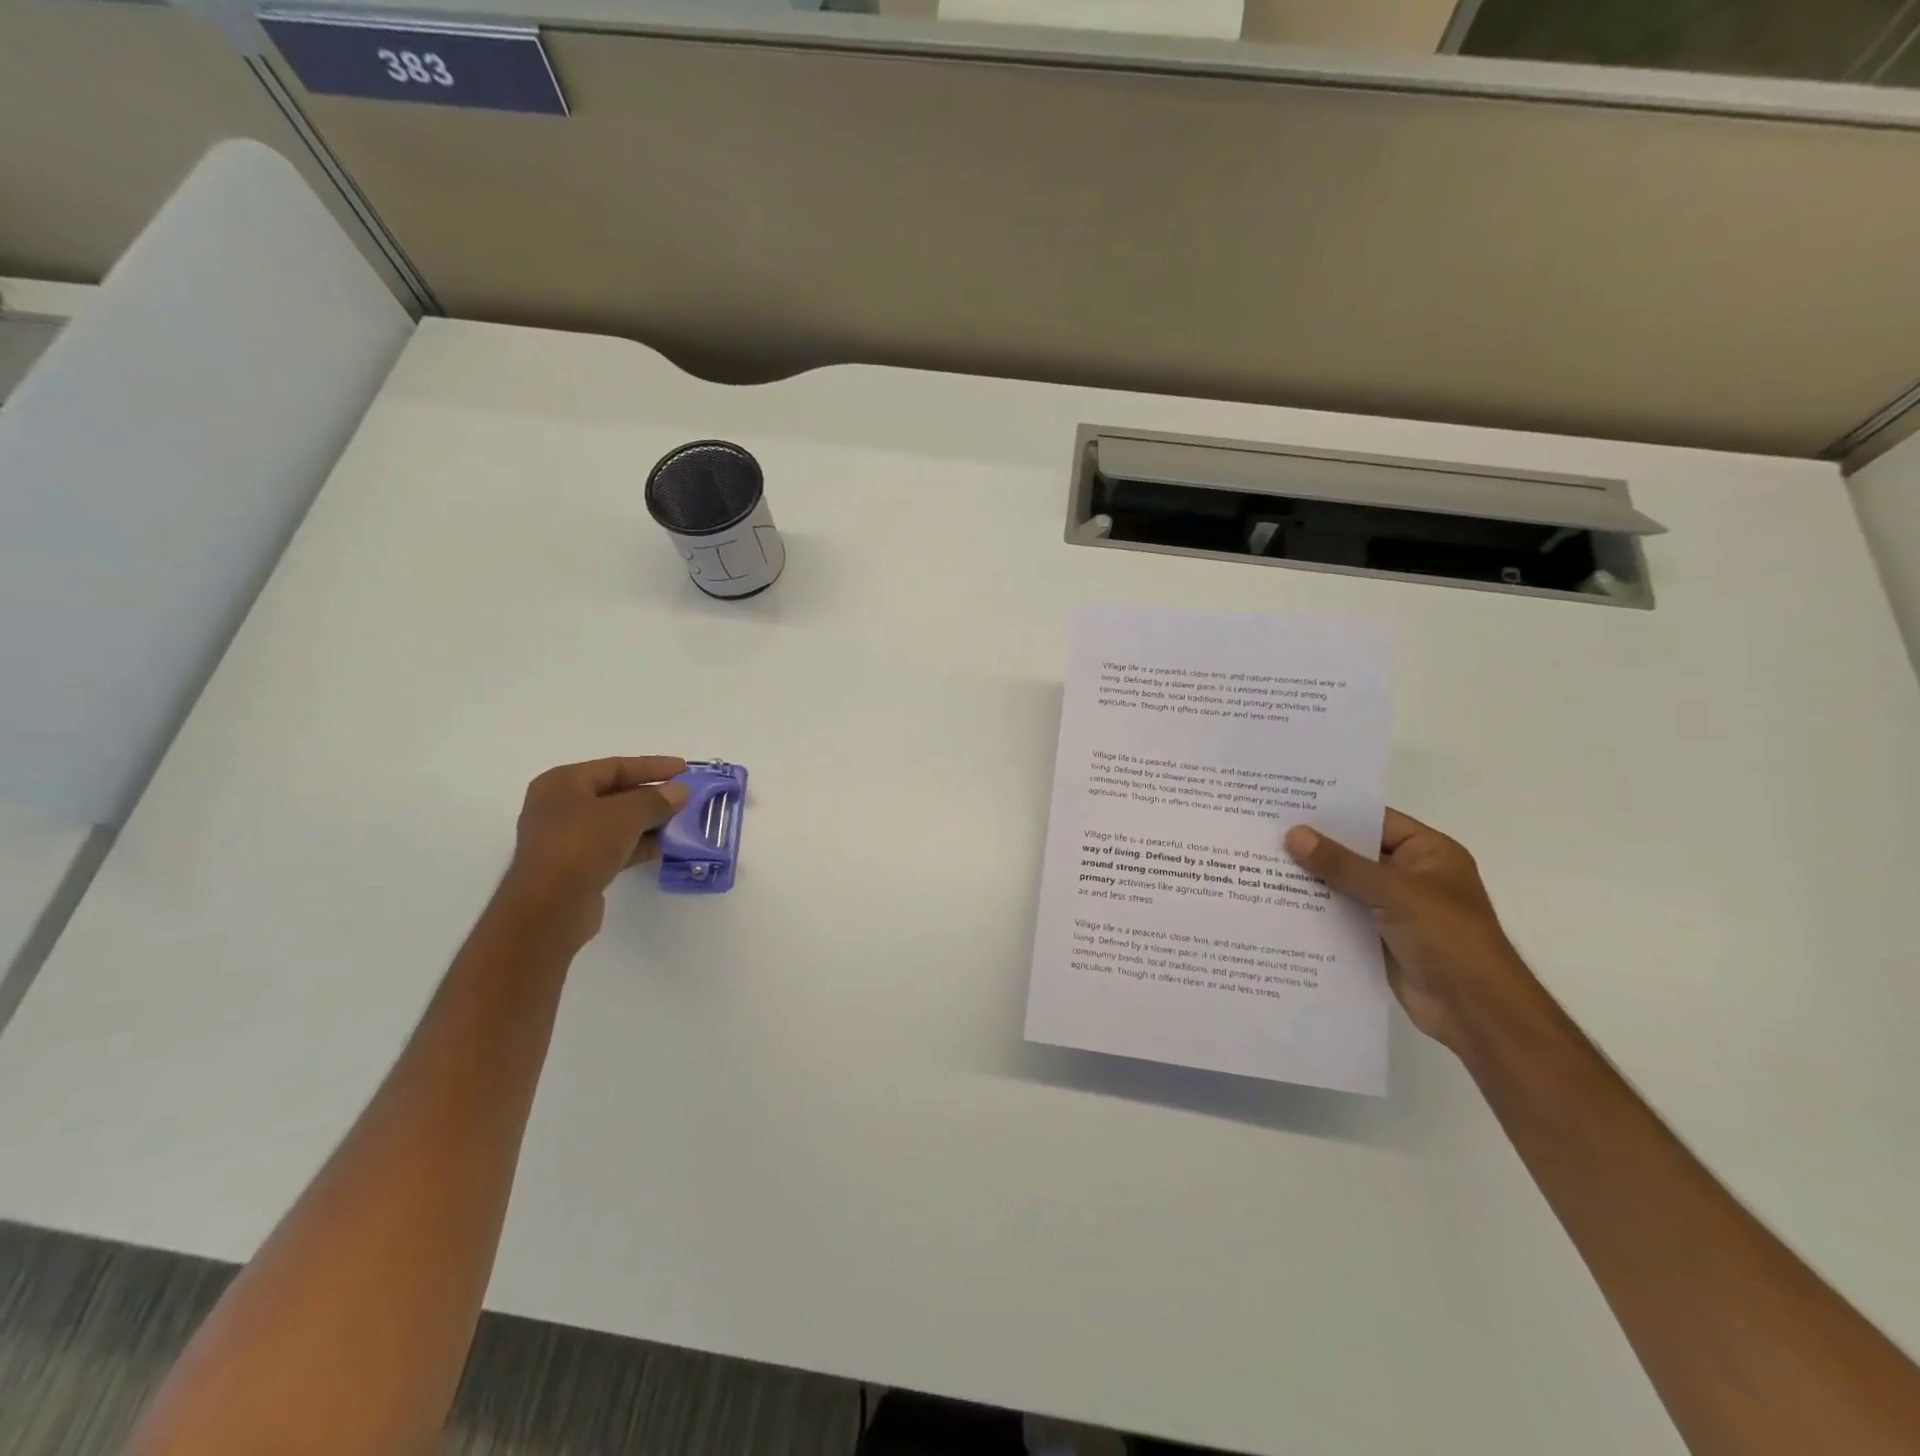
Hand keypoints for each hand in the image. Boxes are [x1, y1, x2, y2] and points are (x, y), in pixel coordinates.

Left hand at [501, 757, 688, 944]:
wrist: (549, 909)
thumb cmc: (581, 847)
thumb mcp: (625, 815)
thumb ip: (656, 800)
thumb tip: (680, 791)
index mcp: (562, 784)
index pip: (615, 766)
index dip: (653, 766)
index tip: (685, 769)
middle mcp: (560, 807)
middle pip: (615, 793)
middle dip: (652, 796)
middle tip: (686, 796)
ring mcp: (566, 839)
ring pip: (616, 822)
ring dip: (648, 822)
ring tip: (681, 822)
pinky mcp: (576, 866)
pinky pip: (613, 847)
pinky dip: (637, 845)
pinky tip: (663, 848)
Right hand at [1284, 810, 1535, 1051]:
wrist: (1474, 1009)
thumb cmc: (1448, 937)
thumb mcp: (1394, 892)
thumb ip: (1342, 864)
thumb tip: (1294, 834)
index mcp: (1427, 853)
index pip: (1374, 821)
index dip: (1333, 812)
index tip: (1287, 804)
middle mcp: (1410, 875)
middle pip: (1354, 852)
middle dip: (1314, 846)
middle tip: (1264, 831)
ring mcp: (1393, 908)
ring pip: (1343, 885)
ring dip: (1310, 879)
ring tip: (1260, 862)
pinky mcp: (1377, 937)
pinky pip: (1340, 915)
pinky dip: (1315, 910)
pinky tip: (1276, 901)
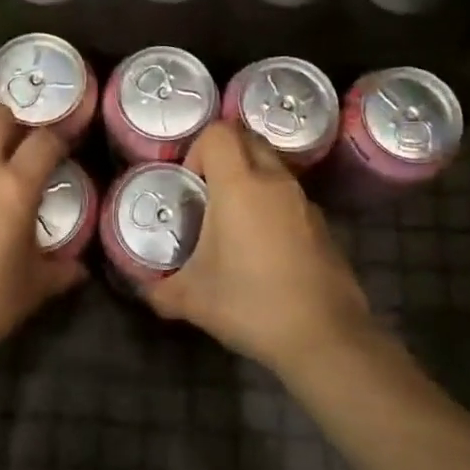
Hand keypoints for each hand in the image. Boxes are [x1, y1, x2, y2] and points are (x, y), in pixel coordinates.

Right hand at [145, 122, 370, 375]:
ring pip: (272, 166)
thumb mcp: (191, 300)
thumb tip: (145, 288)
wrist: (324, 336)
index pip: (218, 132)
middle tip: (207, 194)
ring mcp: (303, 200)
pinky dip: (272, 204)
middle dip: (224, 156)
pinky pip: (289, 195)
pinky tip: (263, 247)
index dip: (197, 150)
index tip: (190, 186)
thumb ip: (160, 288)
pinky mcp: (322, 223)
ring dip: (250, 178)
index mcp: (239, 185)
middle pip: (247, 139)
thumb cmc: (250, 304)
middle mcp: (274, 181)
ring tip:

+++

From the first line to the last, please copy the data exactly, with the pictures left out.

Hand keypoints for each hand in the image. Boxes are [x1, y1, x2, y2] and points are (x, y), in pixel coordinates.

Left hand at [501, 757, 688, 944]:
wrist: (549, 909)
thumb cmc: (581, 847)
thumb mcp: (625, 815)
thumb ip: (656, 800)
thumb tip: (680, 791)
index mcp: (562, 784)
index pip: (615, 766)
index dip: (653, 766)
index tip: (685, 769)
middle mcp: (560, 807)
middle pip: (615, 793)
middle dip: (652, 796)
middle tip: (686, 796)
ring mcp: (566, 839)
ring pip: (616, 822)
ring dip: (648, 822)
ring tip: (681, 822)
pinky mcp: (576, 866)
pinky pip: (613, 847)
pinky dip: (637, 845)
pinky tip: (663, 848)
Right hand at [1284, 810, 1535, 1051]:
wrist: (1474, 1009)
thumb cmc: (1448, 937)
thumb mcp: (1394, 892)
thumb ip: (1342, 864)
thumb tip: (1294, 834)
index mcp: (1427, 853)
index pip: (1374, 821)
index dip: (1333, 812)
index tip: (1287, 804)
middle mcp: (1410, 875)
middle pip: (1354, 852)
middle dip: (1314, 846)
middle tip: (1264, 831)
ring mcp: (1393, 908)
ring pip: (1343, 885)
ring dip: (1310, 879)
ring tip: (1260, 862)
pinky mcp: (1377, 937)
pinky pip: (1340, 915)
pinky dip: (1315, 910)
pinky tip: (1276, 901)
Hand keypoints for each hand in the image. Boxes are [x1, y1, x2, y2] and points are (x, y), in pixel coordinates.

Right hand at [145, 122, 370, 375]:
ring pip: (272, 166)
thumb mcp: (191, 300)
thumb tip: (145, 288)
wrist: (324, 336)
index pip: (218, 132)
middle tip: (207, 194)
ring mcp: (303, 200)
pinky dip: (272, 204)
middle dip: (224, 156)
pinky pip: (289, 195)
pinky tip: (263, 247)
index dip: (197, 150)
index tip: (190, 186)
thumb ip: (160, 288)
pinky mcp: (322, 223)
ring dip: (250, 178)
index mcp: (239, 185)
middle pip: (247, 139)
thumb cmc: (250, 304)
middle mcp: (274, 181)
ring tip:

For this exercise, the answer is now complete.